Even Hell’s Angels bikers, “born to be wild and free”, have their own rules and hierarchie­s by which all members are bound.

Sometimes the rules make clear and obvious sense.

Sometimes we must surely wonder at the apparent nonsense which has brought them about.

Consider, if you will, the ban on smoking. I think that now we have all come to accept that smoking in enclosed spaces can cause a degree of collateral damage. Then someone makes a rule that smoking on an opento-the-sky, windswept railway platform must also be banned. Then, at Gatwick Airport, in the midst of a large open space, a tiny spot is set aside as a “designated smoking area”.

The inevitable conclusion here is that, although smoking itself is not illegal (the government would lose so much tax money if it were), individual despots can get their jollies by banning it wherever they can find an opportunit­y.

Not unreasonab­ly, on the wall outside the main entrance to the William Harvey hospital, a sign can just about be seen through the haze of smoke coming from a phalanx of dedicated smokers, declaring that smoking is not allowed anywhere on hospital premises. So far, so good.

Then we discover that the weight of medical opinion seems to be that the use of electronic cigarettes is a valuable aid to those wishing to come off the tobacco habit. So what, then, do we see on every ‘no smoking’ sign? You’ve got it – the use of electronic cigarettes is also forbidden. This despite the fact that it has apparently been establishe­d that the ‘smoke’ emanating from the ‘vapes’ (ghastly term) is entirely innocuous.
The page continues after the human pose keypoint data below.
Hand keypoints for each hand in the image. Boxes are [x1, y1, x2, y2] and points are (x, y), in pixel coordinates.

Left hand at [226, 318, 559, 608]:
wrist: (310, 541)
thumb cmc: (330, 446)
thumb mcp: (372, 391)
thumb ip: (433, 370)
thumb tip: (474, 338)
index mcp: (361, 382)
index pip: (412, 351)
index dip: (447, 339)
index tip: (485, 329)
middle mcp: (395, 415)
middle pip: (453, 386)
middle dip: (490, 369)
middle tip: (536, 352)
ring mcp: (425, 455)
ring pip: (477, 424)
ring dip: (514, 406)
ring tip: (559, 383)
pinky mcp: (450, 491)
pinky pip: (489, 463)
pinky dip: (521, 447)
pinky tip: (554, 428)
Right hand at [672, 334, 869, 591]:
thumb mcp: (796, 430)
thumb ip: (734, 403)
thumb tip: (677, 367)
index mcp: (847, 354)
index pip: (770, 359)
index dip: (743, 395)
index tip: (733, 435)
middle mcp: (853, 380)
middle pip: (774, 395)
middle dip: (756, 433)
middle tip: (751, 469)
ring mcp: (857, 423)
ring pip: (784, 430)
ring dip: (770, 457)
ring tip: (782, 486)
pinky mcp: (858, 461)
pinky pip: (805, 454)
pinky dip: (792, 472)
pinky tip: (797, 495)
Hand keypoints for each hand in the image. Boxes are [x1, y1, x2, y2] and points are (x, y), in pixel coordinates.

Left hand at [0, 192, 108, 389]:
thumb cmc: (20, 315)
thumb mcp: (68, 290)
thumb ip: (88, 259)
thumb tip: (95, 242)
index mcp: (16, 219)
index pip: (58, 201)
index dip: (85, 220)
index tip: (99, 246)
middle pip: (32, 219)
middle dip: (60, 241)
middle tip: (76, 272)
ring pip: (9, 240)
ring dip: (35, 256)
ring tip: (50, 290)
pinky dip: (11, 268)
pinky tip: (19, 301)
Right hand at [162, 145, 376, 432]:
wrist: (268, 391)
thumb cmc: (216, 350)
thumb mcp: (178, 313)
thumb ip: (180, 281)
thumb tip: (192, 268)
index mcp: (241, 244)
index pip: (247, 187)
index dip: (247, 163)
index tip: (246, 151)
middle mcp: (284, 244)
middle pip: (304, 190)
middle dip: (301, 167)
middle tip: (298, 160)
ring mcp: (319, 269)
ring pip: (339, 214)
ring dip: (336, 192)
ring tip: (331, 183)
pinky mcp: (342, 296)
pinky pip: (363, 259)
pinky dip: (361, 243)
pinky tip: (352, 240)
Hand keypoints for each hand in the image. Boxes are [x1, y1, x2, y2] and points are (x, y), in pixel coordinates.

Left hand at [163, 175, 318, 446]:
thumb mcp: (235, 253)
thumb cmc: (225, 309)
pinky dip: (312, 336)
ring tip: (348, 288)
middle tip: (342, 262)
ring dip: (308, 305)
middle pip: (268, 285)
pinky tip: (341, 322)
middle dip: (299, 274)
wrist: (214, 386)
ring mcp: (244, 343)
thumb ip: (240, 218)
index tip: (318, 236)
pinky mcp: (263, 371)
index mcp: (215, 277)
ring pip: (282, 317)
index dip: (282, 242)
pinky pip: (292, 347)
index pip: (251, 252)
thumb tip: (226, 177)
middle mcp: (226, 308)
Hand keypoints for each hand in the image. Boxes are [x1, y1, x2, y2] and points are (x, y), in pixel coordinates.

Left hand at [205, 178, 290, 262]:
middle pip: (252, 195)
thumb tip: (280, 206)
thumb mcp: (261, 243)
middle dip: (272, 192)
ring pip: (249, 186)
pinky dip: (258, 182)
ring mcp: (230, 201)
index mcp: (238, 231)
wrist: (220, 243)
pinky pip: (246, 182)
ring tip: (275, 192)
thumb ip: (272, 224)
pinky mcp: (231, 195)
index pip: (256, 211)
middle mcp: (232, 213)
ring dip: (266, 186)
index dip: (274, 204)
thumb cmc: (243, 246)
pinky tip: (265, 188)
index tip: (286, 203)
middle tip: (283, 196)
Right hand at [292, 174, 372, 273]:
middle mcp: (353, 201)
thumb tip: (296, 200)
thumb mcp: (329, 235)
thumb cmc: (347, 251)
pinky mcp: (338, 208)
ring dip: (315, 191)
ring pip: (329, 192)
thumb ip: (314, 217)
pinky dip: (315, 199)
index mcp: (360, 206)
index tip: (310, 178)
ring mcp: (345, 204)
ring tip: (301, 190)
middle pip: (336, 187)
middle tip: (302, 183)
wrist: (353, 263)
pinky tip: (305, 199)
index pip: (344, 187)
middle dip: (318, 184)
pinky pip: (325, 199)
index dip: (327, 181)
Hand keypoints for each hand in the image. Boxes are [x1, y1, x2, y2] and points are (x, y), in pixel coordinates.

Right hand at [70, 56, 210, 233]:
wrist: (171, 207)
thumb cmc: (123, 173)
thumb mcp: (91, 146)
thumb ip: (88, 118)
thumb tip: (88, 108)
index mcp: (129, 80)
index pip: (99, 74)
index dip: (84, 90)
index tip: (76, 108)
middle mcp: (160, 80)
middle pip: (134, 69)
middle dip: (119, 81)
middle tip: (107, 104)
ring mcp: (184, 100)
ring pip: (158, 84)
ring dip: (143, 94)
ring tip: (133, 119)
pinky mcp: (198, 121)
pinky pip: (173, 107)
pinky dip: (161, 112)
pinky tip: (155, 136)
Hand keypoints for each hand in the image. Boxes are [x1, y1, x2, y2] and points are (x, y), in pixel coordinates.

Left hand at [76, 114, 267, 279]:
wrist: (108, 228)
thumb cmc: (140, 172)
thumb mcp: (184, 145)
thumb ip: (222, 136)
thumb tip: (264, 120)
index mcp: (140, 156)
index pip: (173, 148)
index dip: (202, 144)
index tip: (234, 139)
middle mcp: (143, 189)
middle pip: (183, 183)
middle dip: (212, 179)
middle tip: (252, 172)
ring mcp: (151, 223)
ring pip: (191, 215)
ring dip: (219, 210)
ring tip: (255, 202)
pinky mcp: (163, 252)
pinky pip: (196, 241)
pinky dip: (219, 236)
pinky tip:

Last Sunday, Mrs B and I prepared to set off to the Sunday market to see if we could find a farmer or two to justify the ‘farmers market’ tag.

While I gathered umbrella, waterproof coats and shopping bags, Mrs B took a last minute look at her antisocial media page, where she discovered that the event was not to take place due to inclement weather.

While purveyors of cup cakes, cheeses, jams, chutneys and olives might stay at home to avoid a spot of wind and rain, farmers are made of sterner stuff.